Nef: I think that procedures such as optical coherence tomography (OCT) or intravascular ultrasound (IVUS) offer enormous benefits, at least as far as evaluation of plaque morphology and strategy planning are concerned. Here, too, there is a shortage of good randomized studies on actual patient outcomes. But my own experience shows that intracoronary imaging allows us to perform stent implants much more safely and efficiently, because we know immediately after placing the stent whether it is properly positioned and whether any vessel damage has occurred. In clinical practice, we use OCT and IVUS in a complementary fashion, as both methods have their strengths and weaknesses. OCT offers significantly higher resolution than IVUS, but requires a contrast agent, which limits usability in patients with renal insufficiency. Furthermore, it only offers a penetration depth of around 2 mm, making it less suitable for larger vessels. In other words, we use OCT wherever possible, and in all other cases we are glad to be able to fall back on IVUS.
Do you make use of the possibilities arising from co-registration of angiography and OCT?
Nef: Absolutely. This option has made OCT even safer, as angiography gives us the precise location of our OCT catheter at all times. Furthermore, by combining the two images we can evaluate the lesion much more accurately than without co-registration.
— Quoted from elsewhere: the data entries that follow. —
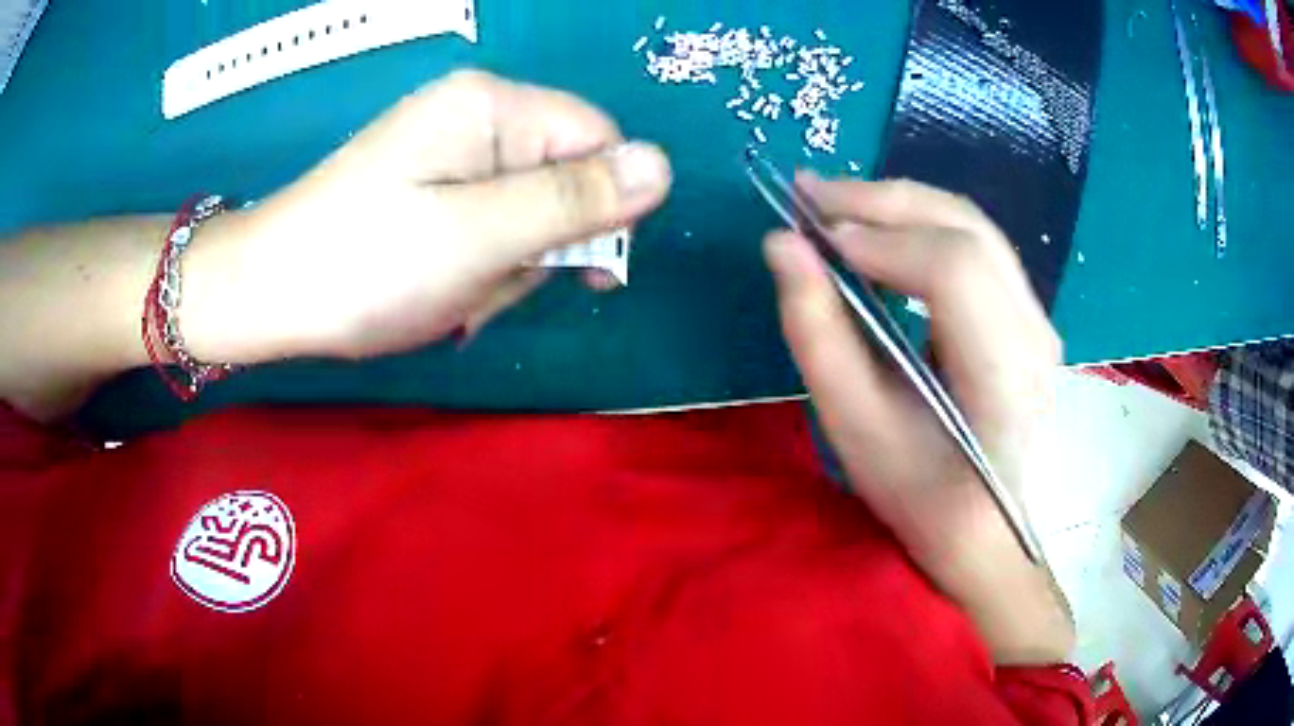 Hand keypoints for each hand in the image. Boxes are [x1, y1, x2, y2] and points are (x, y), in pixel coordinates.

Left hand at [189, 70, 671, 362]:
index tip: (590, 273)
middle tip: (484, 282)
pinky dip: (476, 267)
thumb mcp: (478, 236)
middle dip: (539, 244)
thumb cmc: (365, 265)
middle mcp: (476, 116)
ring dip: (504, 265)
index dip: (604, 205)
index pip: (598, 140)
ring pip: (526, 213)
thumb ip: (574, 200)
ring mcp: (449, 153)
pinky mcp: (430, 188)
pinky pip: (487, 226)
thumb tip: (663, 166)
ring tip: (452, 293)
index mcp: (492, 106)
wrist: (267, 295)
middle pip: (562, 178)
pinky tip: (439, 290)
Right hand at [764, 175, 1071, 663]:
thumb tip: (782, 243)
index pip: (955, 271)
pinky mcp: (1028, 314)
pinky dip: (922, 225)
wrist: (983, 527)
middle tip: (810, 195)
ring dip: (901, 205)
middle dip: (883, 201)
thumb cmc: (919, 493)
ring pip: (973, 226)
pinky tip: (882, 230)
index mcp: (1005, 379)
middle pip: (967, 230)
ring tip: (837, 206)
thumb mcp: (855, 427)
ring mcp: (1038, 320)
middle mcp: (1035, 335)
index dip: (883, 239)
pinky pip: (977, 245)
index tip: (814, 236)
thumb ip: (817, 332)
What do you think of the potential of noninvasive FFR measurement?
Nef: I think that we should no longer implant stents at all without prior ischemia testing. Not just because our guidelines say so, but because it leads to demonstrably higher-quality results. This is supported above all by the results of the FAME 2 study. I think it would be desirable in future to be able to perform the steps to determine FFR in parallel and in a largely automated manner – this would give us a kind of live analysis, supporting faster decision-making.
What developments do you anticipate in the field of diagnostic imaging?
Nef: In future, there will be less of a focus on imaging and much more on information itself. Big Data is a concept I am not particularly fond of, but it neatly captures where the field is headed. In future, we will collect and automatically analyze images, medical history, lab data, and information on cardiac function and previous conditions. New systems will suggest treatment methods or offer strategy recommendations for us to adapt to the patient setup. I think this will also present a major opportunity for interdisciplinary cooperation: Putting the patient at the center and connecting the various dots to form a comprehensive overall picture will substantially facilitate decision-making in everyday practice.
What are your expectations of an industry partner like Siemens Healthineers for future technological developments?
Nef: I don’t think that developers, engineers, and medical practitioners can cooperate closely enough for our practical needs to be implemented in products and solutions. Take the continued fusion of intravascular imaging with fluoroscopy, for example. Here we need solutions for automatic transmission of stent dimensions onto the angiography image so that the stent marker can be automatically recognized and the system can tell me when the stent is in the right position. Another issue is training new professionals. I think there is a huge need for simulation tools on which interventions can be practiced. A trainee pilot doesn’t simply sit behind the controls of an A380, take off in San Francisco then land in Hong Kong. I believe that the field of medicine also needs good simulation-based training programs to give young professionals the best possible preparation for the huge responsibilities they are to be entrusted with.
The University Hospital of Giessen and Marburg, part of the Rhön Klinikum AG hospital group, was formed by the merger between the university hospitals of Justus Liebig University Giessen and Philipps University Marburg. The Cardiology and Angiology Clinic at the Giessen site alone performs more than 4,000 catheter-based interventions a year.